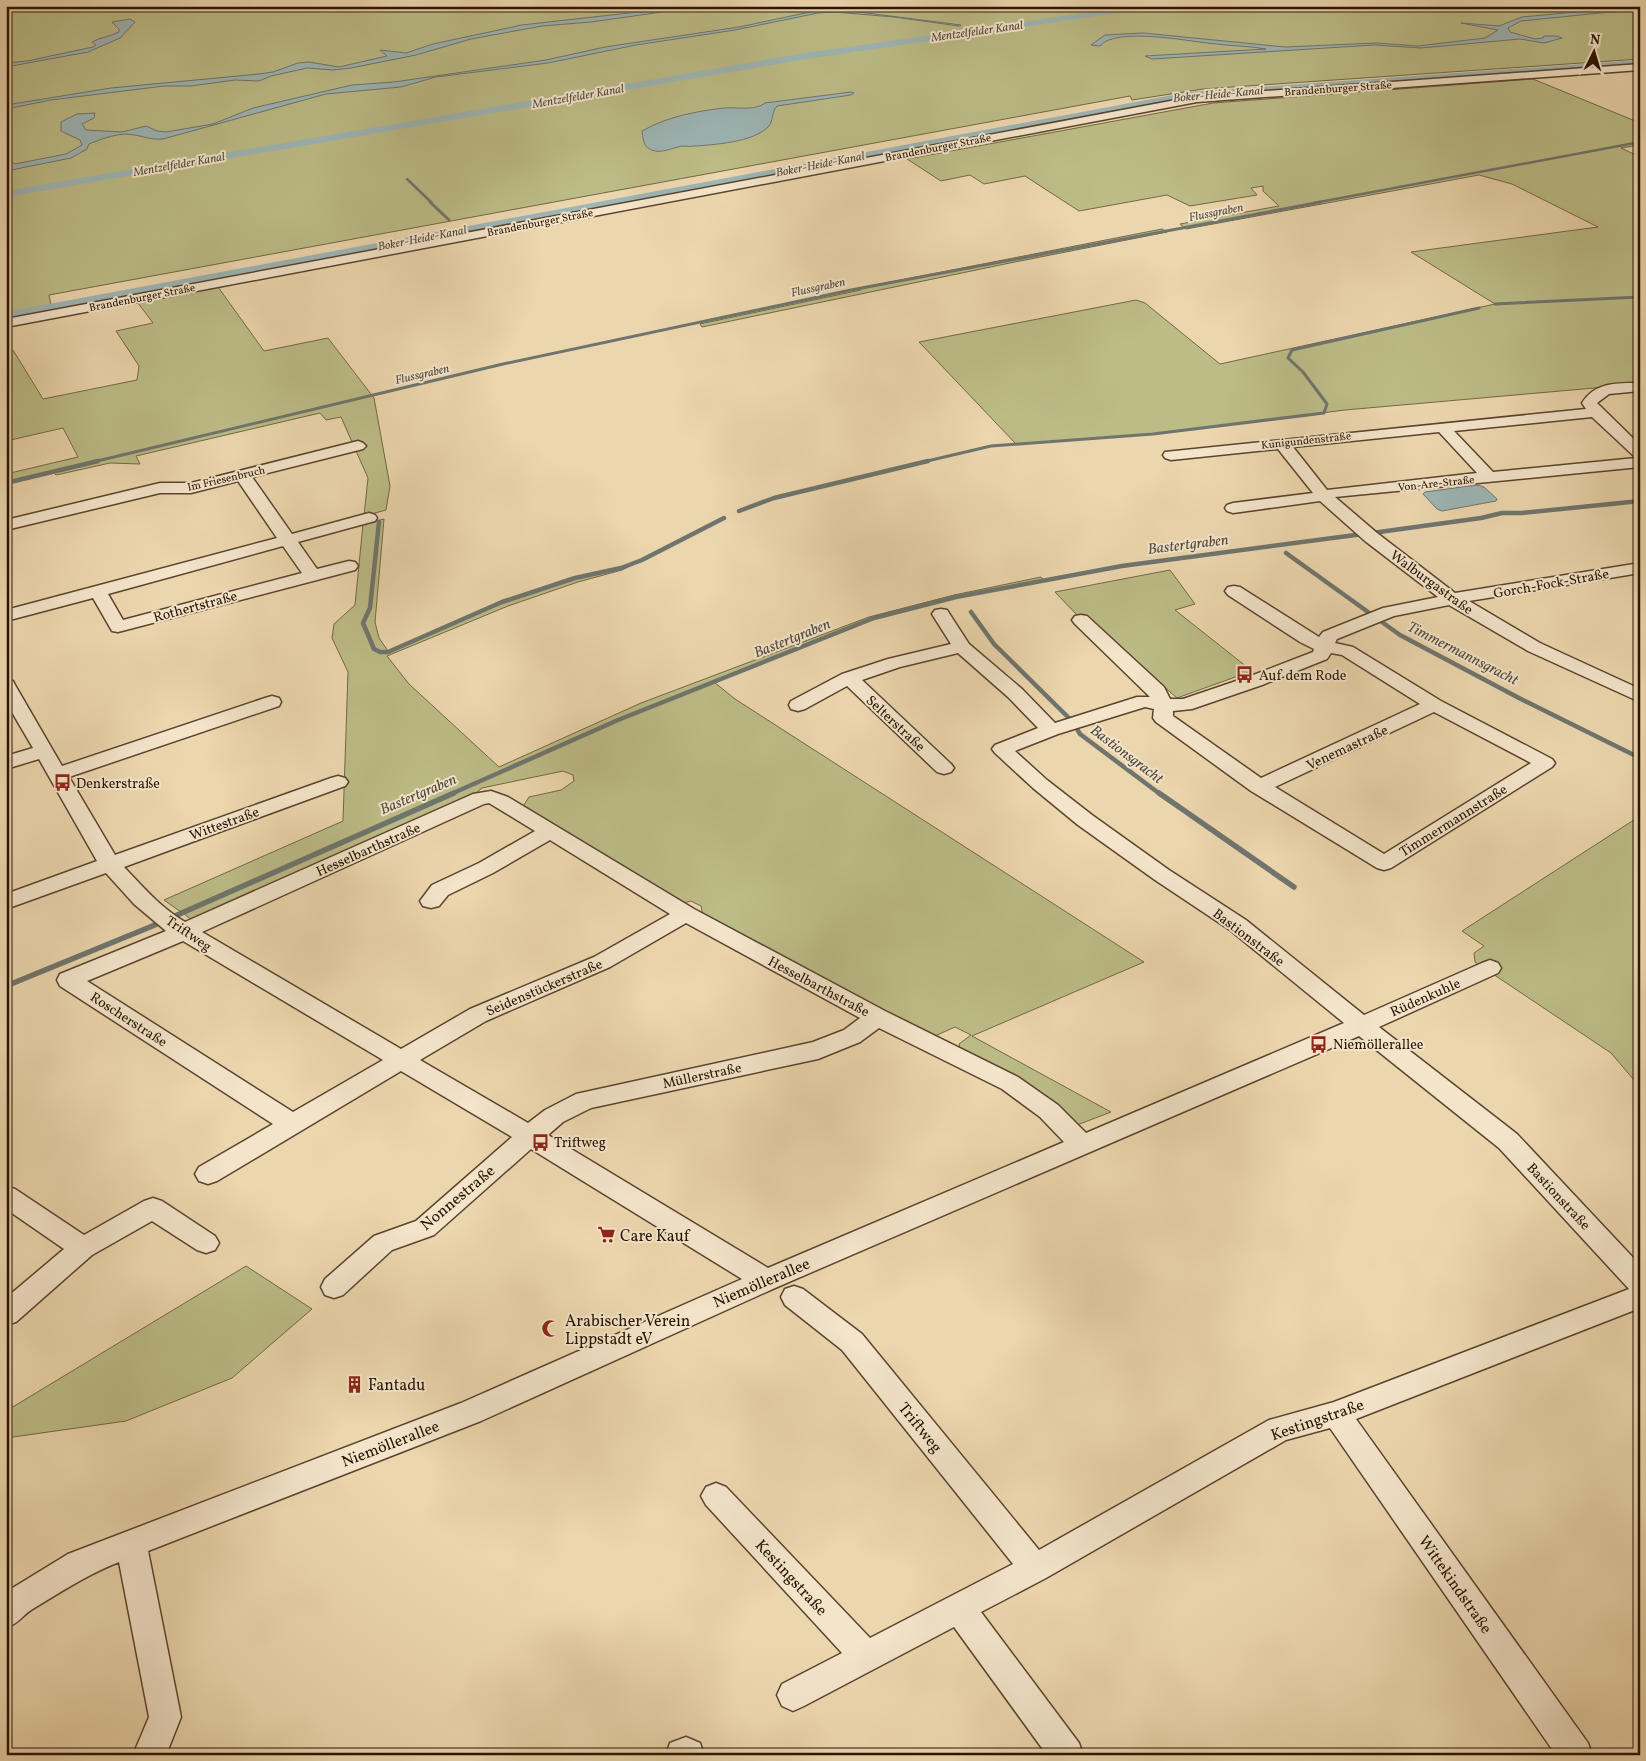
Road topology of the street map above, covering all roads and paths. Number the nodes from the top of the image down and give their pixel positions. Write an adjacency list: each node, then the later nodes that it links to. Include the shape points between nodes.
1 (1640, 67): 2 (street, Brandenburger Straße, via 1197,99)
2 (6, 323)
3 (1640, 387): 4 (street, via 1600,391 1589,402)
4 (1596, 412): 5 (street, Kunigundenstraße); 8 (street)
5 (1442, 427): 6 (street, Kunigundenstraße); 12 (street)
6 (1281, 443): 9 (street, Kunigundenstraße); 13 (street, Walburgastraße)
7 (358, 446): 11 (street, Im Friesenbruch)
8 (1640, 454)
9 (1171, 455)
10 (1640, 462): 12 (street, Von-Are-Straße)
11 (242, 475): 16 (street, Im Friesenbruch, via 191,488 160,488); 17 (street)
12 (1490, 478): 13 (street, Von-Are-Straße, via 1337,492)
13 (1324, 496): 14 (street, Von-Are-Straße); 25 (street, Walburgastraße)
14 (1233, 508)
15 (369, 518): 17 (street)
16 (6, 525)
17 (287, 539): 21 (street); 23 (street)
18 (349, 566): 21 (street, Rothertstraße)
19 (1640, 568): 20 (street, Gorch-Fock-Straße)
20 (1620, 571): 22 (street); 25 (street, Gorch-Fock-Straße)
21 (312, 575): 23 (street, Rothertstraße, via 118,627)
22 (1640, 586)
23 (98, 591): 27 (street)
24 (1234, 591): 30 (street)
25 (1452, 599): 30 (street, Gorch-Fock-Straße, via 1378,616 1329,636); 32 (street, Walburgastraße, via 1534,648)
26 (941, 614): 29 (street)
27 (6, 616)
28 (1081, 620): 36 (street, via 1157,691)
29 (962, 647): 31 (street, via 894,663); 38 (street, via 1015,693)
30 (1325, 647): 36 (street, Gorch-Fock-Straße, via 1320,655 1255,681 1185,705); 37 (street, Timmermannstraße, via 1347,651)
31 (849, 678): 35 (street); 41 (street, Selterstraße)
32 (1640, 696)
33 (9, 698): 39 (street, Triftweg)
34 (272, 702): 42 (street)
35 (798, 705)
36 (1163, 705): 38 (street, Gorch-Fock-Straße, via 1144,701); 44 (street, Timmermannstraße, via 1163,718)
37 (1434, 705): 44 (street, Venemastraße); 44 (street, Timmermannstraße, via 1545,763 1384,863)
38 (1067, 725): 53 (street, Bastionstraße, via 1002,750 1085,820 1238,926)
39 (43, 751): 40 (street); 42 (street, Triftweg)
40 (6, 763)
41 (944, 768)
42 (57, 774): 46 (street, Triftweg)
43 (338, 782): 46 (street, Wittestraße)
44 (1258, 787)
45 (550, 831): 47 (street, via 440,890); 49 (street, Hesselbarthstraße); 50 (street, Hesselbarthstraße, via 501,801 491,797 480,798)
46 (110, 864): 48 (street, Wittestraße); 50 (street, Triftweg, via 142,899)
47 (431, 901)
48 (6, 902)
49 (686, 914): 52 (street, Hesselbarthstraße); 54 (street, Seidenstückerstraße, via 602,962 478,1015)
50 (172, 923): 54 (street, Triftweg); 55 (street, Roscherstraße, via 68,980)
51 (1490, 968): 53 (street, Rüdenkuhle)
52 (877, 1018): 56 (street, Müllerstraße, via 852,1036 818,1050 585,1100 554,1116); 57 (street, Hesselbarthstraße, via 1010,1083 1049,1111)
53 (1361, 1025): 57 (street, Niemöllerallee); 63 (street, Bastionstraße, via 1508,1141)
54 (401, 1059): 55 (street); 56 (street, Triftweg)
55 (294, 1125): 58 (street)
56 (529, 1136): 62 (street, Triftweg); 64 (street, Nonnestraße, via 425,1228 383,1243)
57 (1083, 1146): 62 (street, Niemöllerallee)
58 (208, 1174)
59 (6, 1196): 61 (street)
60 (206, 1243): 61 (street, via 153,1208)
61 (83, 1248): 67 (street)
62 (766, 1280): 70 (street, Niemöllerallee, via 471,1412)
63 (1640, 1283)
64 (334, 1287)
65 (1640, 1296): 68 (street, Kestingstraße)
66 (794, 1297): 71 (street, Triftweg, via 852,1342)
67 (6, 1314)
68 (1336, 1414): 71 (street, Kestingstraße, via 1279,1429); 80 (street, Wittekindstraße)
69 (716, 1496): 74 (street, Kestingstraße)
70 (131, 1544): 73 (street, Niemöllerallee, via 79,1564 16,1602); 76 (street, via 165,1717)
71 (1035, 1568): 72 (street, Kestingstraße)
72 (960, 1609): 74 (street, Kestingstraße); 79 (street)
73 (6, 1613)
74 (867, 1658): 75 (street, Kestingstraße)
75 (793, 1695)
76 (149, 1755)
77 (682, 1755): 78 (street, via 686,1752)
78 (688, 1755)
79 (1066, 1755)
80 (1576, 1755)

########################################

▶ **TASK STATEMENT**: Every line containing the string "Bastionstraße" should be pulled from the listing and copied.

▶ **RESPONSE**:
38 (1067, 725): 53 (street, Bastionstraße, via 1002,750 1085,820 1238,926)
53 (1361, 1025): 57 (street, Niemöllerallee); 63 (street, Bastionstraße, via 1508,1141)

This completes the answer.